I’m so glad that Fort Worth Opera’s Frontiers new works development program has returned, COVID be golldarned. As I have detailed earlier, I applied to Frontiers for several years to no avail until 2018, when Companionship was finally accepted for a piano/vocal workshop of scenes. This opportunity led immediately to the world premiere production of Companionship by FWO last year. And now, in just a few weeks, Frontiers is back in a virtual format, focusing on librettists’ work this time; I’m proud to say I’ll be on the second of the two evenings’ panels offering feedback to the chosen writers.

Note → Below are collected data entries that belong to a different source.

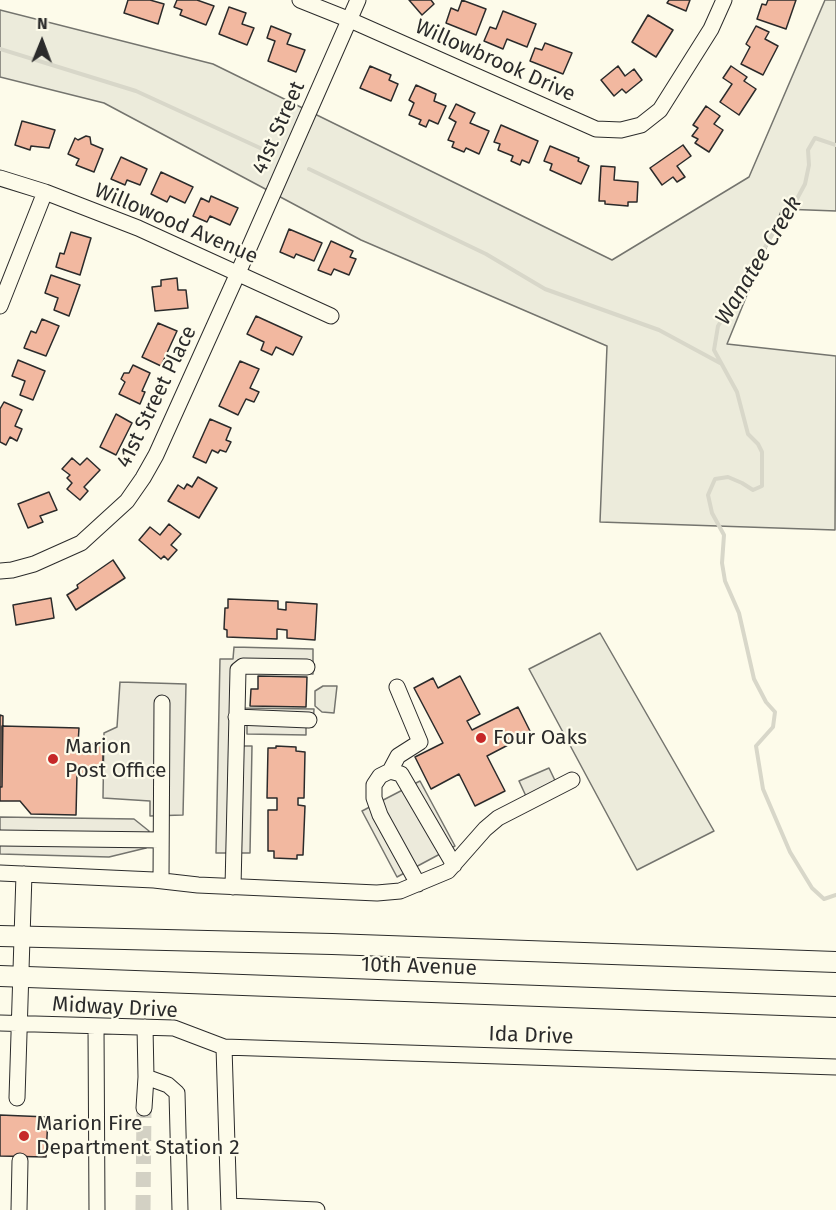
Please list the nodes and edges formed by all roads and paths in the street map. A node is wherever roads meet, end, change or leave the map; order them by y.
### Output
1 (300, 0) edge
2 (358, 0) edge
3 (724, 0) edge
4 (350, 20) junction
5 (0, 178) edge
6 (45, 192) junction
7 (238, 273) junction
8 (0, 306) edge
9 (331, 316) dead end
10 (0, 571) edge
11 (307, 667) dead end
12 (397, 687) dead end
13 (162, 703) dead end
14 (236, 717) junction
15 (309, 720) dead end
16 (390, 771) junction
17 (572, 780) dead end
18 (0, 838) edge
19 (160, 840) junction
20 (454, 865) junction
21 (0, 873) edge
22 (24, 874) junction
23 (161, 880) junction
24 (418, 884) junction
25 (233, 887) junction
26 (0, 936) edge
27 (22, 936) junction
28 (836, 962) edge
29 (0, 976) edge
30 (20, 976) junction
31 (836, 1006) edge
32 (0, 1023) edge
33 (19, 1023) junction
34 (96, 1026) junction
35 (145, 1028) junction
36 (224, 1047) junction
37 (836, 1067) edge
38 (146, 1077) junction
39 (17, 1098) dead end
40 (144, 1108) tunnel mouth
41 (20, 1161) dead end
42 (229, 1208) edge
43 (19, 1210) edge
44 (97, 1210) edge
45 (180, 1210) edge
46 (317, 1210) edge

1 - 4 street, Willowbrook Drive
2 - 4 street, 41st Street
3 - 4 street, Willowbrook Drive
4 - 7 street, 41st Street
5 - 6 street, Willowood Avenue
6 - 7 street, Willowood Avenue
6 - 8 street
7 - 9 street, Willowood Avenue
7 - 10 street, 41st Street Place
11 - 14 street
12 - 16 street
13 - 19 street
14 - 15 street
14 - 25 street
16 - 20 street
16 - 24 street
17 - 20 street
18 - 19 street
19 - 23 street
20 - 24 street
21 - 22 street
22 - 23 street
22 - 27 street
23 - 25 street
24 - 25 street
26 - 27 main road, 10th Avenue
27 - 28 main road, 10th Avenue
27 - 30 street
29 - 30 main road, 10th Avenue
30 - 31 main road, 10th Avenue
30 - 33 street
32 - 33 street, Midway Drive
33 - 34 street, Midway Drive
33 - 39 street
34 - 35 street, Midway Drive
34 - 44 street
35 - 36 street, Midway Drive
35 - 38 street
36 - 37 street, Ida Drive
36 - 42 street
38 - 40 street
38 - 45 street
41 - 43 street
42 - 46 street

If you’re peering in from outside the opera practitioners’ fishbowl, you may not be aware that training and development opportunities solely geared toward opera librettists have historically been few and far between, nowhere near the amount available to composers. Opera is theatre, plain and simple. (Wait, it’s actually neither plain nor simple, but you know what I mean.) Without the underpinnings of a strong story and theatrical experience (notice I didn’t say linear narrative—if it wants to survive as an art form, opera must remain a big tent!), what you have is a concert. Our nation’s constant binge-streaming video during this pandemic only proves that we are all hungry for a satisfying story, no matter the medium. Thank goodness the landscape for writers is changing, especially because, when an opera doesn’t “succeed” by whatever extremely subjective metrics exist, people are quick to blame the libretto first.
So let’s break this weird cycle and get some fantastic operatic stories one step closer to the spotlight! And if you’re an opera enthusiast who doesn’t happen to be a writer, you can still tune into the workshops and see how the theatrical sausage gets made—audience response is every bit as important as insider commentary. Either way, I’ll see you in quasi-real time in October!
Left: The faces of this year’s FWO Frontiers panel. Right: I wish I knew the origin of the Post-It on the right (an Internet find), but if you can’t attend, let’s face it—this is really all the writing advice any librettist needs!